▸ Your task: The expected answer comprises all lines from the entries that contain the string "dead".

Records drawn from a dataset
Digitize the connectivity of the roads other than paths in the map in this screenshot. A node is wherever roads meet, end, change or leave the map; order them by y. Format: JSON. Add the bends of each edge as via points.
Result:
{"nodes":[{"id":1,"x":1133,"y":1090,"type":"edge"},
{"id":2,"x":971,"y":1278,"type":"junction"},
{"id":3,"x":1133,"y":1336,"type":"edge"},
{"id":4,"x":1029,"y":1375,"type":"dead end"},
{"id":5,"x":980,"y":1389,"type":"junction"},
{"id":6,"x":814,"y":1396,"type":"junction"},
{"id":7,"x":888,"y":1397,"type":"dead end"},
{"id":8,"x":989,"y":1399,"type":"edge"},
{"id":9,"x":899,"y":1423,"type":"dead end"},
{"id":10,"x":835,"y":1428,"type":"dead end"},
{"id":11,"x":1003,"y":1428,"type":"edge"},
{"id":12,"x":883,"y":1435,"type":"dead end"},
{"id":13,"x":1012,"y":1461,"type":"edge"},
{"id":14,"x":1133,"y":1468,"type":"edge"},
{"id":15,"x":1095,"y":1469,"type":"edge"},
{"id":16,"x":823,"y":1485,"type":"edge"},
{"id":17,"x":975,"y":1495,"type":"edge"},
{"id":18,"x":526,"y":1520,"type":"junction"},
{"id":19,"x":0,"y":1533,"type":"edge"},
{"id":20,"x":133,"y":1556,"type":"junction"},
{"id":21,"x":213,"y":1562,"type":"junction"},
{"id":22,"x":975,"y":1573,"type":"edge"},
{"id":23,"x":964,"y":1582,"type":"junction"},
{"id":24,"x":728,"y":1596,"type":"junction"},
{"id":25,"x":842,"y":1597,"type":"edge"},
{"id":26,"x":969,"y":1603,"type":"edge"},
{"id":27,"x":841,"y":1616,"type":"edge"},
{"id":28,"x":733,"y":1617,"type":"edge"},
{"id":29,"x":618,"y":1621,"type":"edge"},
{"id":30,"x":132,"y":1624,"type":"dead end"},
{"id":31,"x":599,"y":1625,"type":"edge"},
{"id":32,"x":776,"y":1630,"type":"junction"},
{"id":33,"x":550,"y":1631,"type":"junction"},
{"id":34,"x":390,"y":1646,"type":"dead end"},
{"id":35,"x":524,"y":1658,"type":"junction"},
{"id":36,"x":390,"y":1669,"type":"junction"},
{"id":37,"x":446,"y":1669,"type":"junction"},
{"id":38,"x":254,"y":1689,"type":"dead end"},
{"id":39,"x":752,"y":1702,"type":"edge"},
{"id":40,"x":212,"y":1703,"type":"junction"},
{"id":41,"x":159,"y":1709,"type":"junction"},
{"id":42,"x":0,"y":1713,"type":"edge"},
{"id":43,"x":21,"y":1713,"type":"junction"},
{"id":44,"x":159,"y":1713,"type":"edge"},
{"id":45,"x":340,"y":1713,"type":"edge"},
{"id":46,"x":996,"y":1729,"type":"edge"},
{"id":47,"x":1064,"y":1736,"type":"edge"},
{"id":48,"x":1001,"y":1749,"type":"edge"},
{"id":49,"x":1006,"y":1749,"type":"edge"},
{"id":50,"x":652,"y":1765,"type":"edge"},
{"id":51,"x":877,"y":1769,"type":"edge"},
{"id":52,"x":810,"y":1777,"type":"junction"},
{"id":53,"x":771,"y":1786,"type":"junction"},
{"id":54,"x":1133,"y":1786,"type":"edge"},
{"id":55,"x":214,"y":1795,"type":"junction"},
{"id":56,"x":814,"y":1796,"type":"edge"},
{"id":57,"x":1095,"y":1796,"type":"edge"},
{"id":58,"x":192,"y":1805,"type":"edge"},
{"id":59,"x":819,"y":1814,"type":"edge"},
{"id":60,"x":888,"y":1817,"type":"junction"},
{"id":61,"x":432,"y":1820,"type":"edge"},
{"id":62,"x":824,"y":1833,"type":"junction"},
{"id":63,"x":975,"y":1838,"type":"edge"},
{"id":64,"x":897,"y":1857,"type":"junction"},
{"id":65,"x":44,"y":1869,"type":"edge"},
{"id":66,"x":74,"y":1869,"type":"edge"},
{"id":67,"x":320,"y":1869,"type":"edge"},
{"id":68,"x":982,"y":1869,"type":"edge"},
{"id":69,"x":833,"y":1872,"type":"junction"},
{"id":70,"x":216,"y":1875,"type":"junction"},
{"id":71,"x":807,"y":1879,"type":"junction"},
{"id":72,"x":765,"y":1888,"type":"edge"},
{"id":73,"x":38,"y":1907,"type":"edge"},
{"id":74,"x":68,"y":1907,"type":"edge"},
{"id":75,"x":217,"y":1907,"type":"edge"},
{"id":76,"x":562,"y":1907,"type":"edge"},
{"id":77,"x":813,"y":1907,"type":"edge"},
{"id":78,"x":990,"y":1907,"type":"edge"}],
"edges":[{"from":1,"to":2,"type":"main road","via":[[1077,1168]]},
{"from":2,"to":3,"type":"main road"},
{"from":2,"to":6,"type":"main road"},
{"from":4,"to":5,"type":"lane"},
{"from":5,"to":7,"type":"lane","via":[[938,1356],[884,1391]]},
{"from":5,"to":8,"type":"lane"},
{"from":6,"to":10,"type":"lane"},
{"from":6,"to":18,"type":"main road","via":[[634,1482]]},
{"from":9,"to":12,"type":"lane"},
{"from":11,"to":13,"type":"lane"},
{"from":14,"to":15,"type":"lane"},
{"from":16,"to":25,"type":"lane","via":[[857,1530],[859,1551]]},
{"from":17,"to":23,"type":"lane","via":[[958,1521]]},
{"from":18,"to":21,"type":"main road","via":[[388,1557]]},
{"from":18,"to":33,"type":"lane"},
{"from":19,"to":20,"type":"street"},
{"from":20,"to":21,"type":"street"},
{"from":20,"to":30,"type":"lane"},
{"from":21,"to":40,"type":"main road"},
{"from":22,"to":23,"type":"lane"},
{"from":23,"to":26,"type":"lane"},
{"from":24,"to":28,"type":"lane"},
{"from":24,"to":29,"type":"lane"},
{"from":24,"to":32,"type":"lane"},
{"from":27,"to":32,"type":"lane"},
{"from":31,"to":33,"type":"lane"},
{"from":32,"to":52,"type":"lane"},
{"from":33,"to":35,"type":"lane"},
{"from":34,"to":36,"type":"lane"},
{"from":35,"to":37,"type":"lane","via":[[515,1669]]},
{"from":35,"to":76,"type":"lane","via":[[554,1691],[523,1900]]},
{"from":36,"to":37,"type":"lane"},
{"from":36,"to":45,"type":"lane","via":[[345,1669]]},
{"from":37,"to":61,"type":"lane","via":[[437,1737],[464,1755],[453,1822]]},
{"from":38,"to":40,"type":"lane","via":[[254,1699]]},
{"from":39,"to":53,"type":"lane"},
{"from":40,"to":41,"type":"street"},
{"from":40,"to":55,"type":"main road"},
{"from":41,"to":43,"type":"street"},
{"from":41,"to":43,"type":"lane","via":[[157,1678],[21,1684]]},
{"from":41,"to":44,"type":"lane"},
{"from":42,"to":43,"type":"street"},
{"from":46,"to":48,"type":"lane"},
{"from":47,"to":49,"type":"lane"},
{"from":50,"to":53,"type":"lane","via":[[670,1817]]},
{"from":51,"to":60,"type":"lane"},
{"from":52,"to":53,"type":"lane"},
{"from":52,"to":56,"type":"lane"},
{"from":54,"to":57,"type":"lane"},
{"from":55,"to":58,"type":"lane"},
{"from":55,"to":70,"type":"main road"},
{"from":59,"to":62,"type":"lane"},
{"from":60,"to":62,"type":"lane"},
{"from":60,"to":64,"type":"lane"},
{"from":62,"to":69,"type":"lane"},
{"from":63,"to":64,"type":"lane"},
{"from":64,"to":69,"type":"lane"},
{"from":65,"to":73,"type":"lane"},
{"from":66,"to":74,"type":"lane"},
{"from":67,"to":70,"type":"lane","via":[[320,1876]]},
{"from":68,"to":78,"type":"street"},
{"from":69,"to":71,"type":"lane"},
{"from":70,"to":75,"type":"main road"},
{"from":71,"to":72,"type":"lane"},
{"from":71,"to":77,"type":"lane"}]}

▸ Solution to the problem:
{"id":4,"x":1029,"y":1375,"type":"dead end"},
{"id":7,"x":888,"y":1397,"type":"dead end"},
{"id":9,"x":899,"y":1423,"type":"dead end"},
{"id":10,"x":835,"y":1428,"type":"dead end"},
{"id":12,"x":883,"y":1435,"type":"dead end"},
{"id":30,"x":132,"y":1624,"type":"dead end"},
{"id":34,"x":390,"y":1646,"type":"dead end"},
{"id":38,"x":254,"y":1689,"type":"dead end"},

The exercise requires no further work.